User experience and ‘Goro’ Middlemen
In focus group discussions conducted with users and non-users of mobile money in Accra by Bankable Frontiers Associates, we sought to understand why people would choose not to use the government payment portal. Three key insights emerged:
i. The process of obtaining nearly any government service is generally lengthy. However, complexity arises when citizens make late requests, therefore needing to bypass the usual process by using experienced and well-connected middlemen (locally known as ‘Goro Boys’). Middlemen go to the bank to buy application forms, help fill out forms, wait in line at the government office, make payments and, in many cases, speed things along, reducing service delivery time from months to days.
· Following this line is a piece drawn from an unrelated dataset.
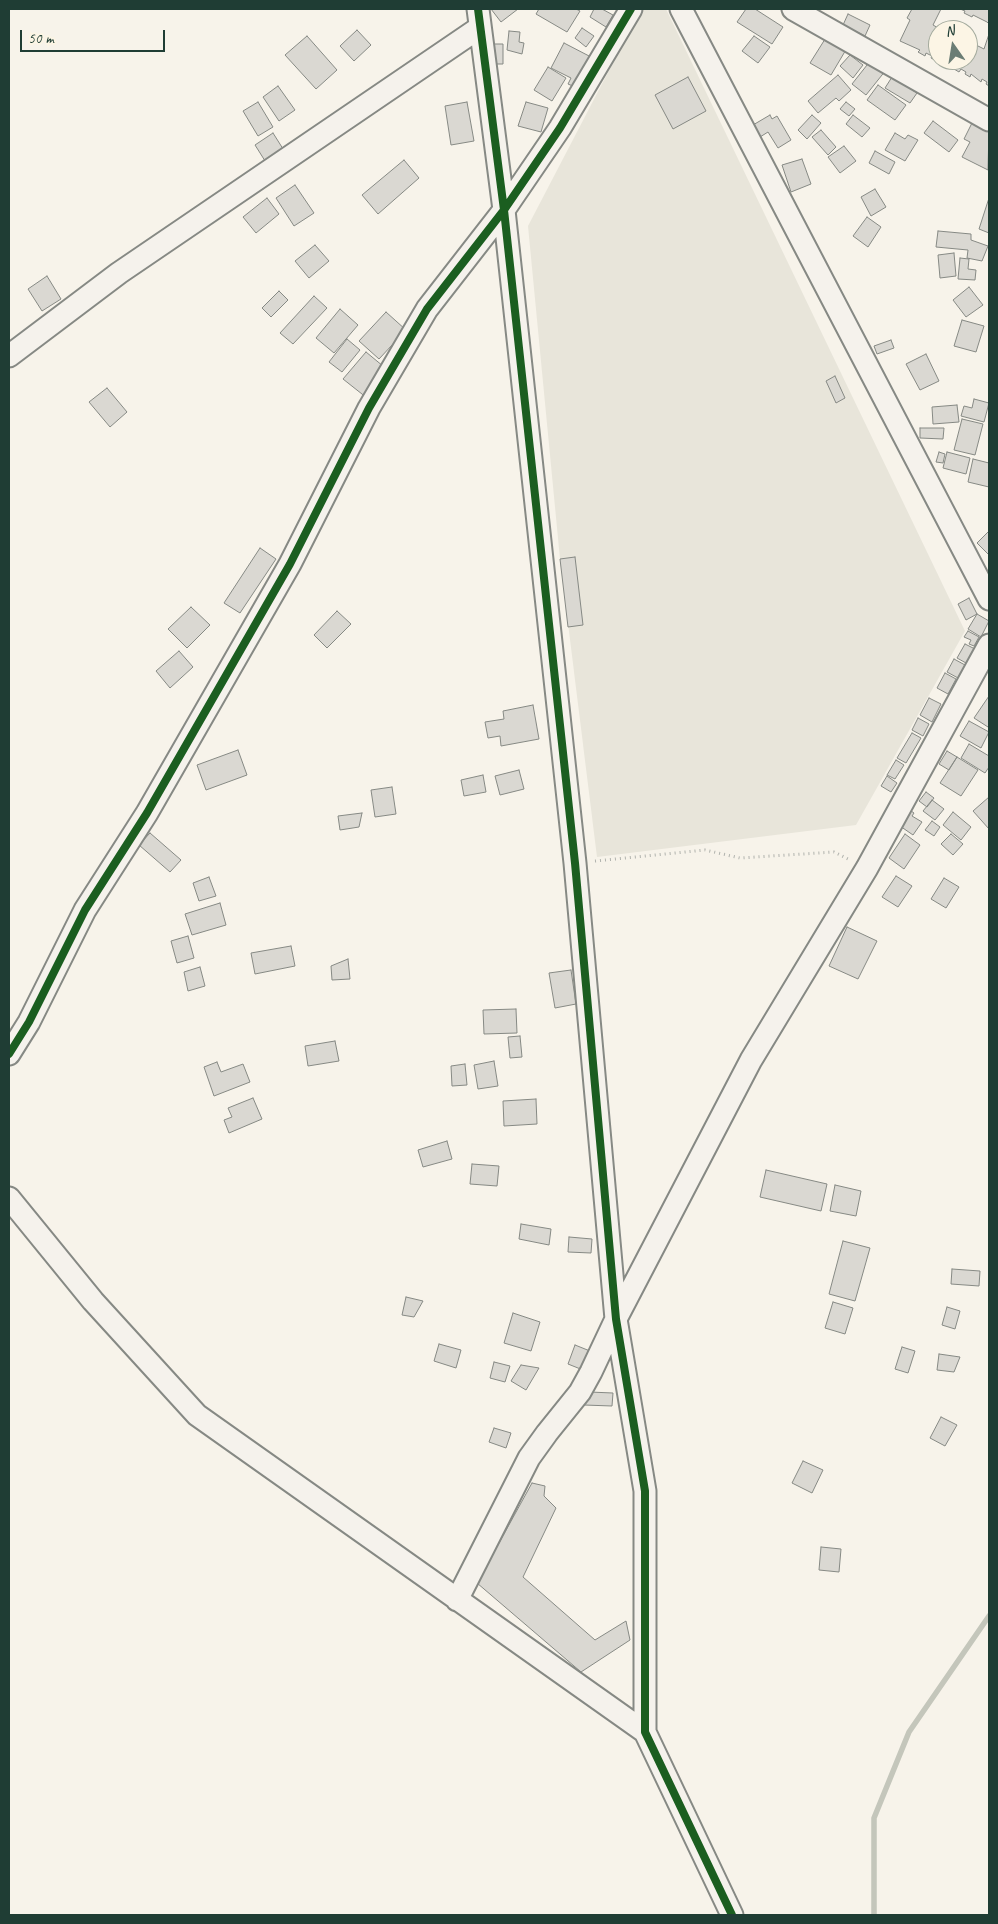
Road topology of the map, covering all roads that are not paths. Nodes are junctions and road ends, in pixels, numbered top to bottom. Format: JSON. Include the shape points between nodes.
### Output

ii. The payment mechanism itself is a minor inconvenience for citizens and the amount payable for services is actually unknown to most users of government services. The middlemen take a fixed fee, which includes their cost of time, payment for the government service and any inducements.
iii. Additionally, previous downtime of the various platforms used was also reported as a contributing factor to citizen demotivation for P2G payments using mobile money, just as we found in Kenya.
“I paid a total of GHS 150, but the true cost was GHS 60. I actually got to know about the cost when I received an SMS alert from the registrar as receipt for the payment.”
– Ghana government service customer
“I knew the amount for the passport was GHS 300 so we put aside that money and he [middleman] said he was going to [charge] GHS 200 and was even demanding for more. I paid GHS 800 aside from buying the forms for GHS 100 and got it in three days.”
– Ghana government service customer
End-to-end processes are still largely manual
Services offered by the majority of MDAs in Ghana are already available and active in the e-Payments portal, which offers mobile money as a payment option. However, services are still characterised by low digital volumes owing to parallel manual processes and extensive physical documentation checks conducted over the counter. For example, even though the Driver and Vehicle Licensing Authority (DVLA) allows an application to be made online, a citizen still must appear in person to complete the application for a driving test. The DVLA service site is also not fully integrated with the e-Payments portal (see Figure 1). This contrasts with Kenya, where the National Transport and Safety Authority (NTSA) fully digitised its driver’s license application, renewal, payments and verification process, where one only needs to appear physically for the tests but can download and print the renewal certificate remotely thereafter.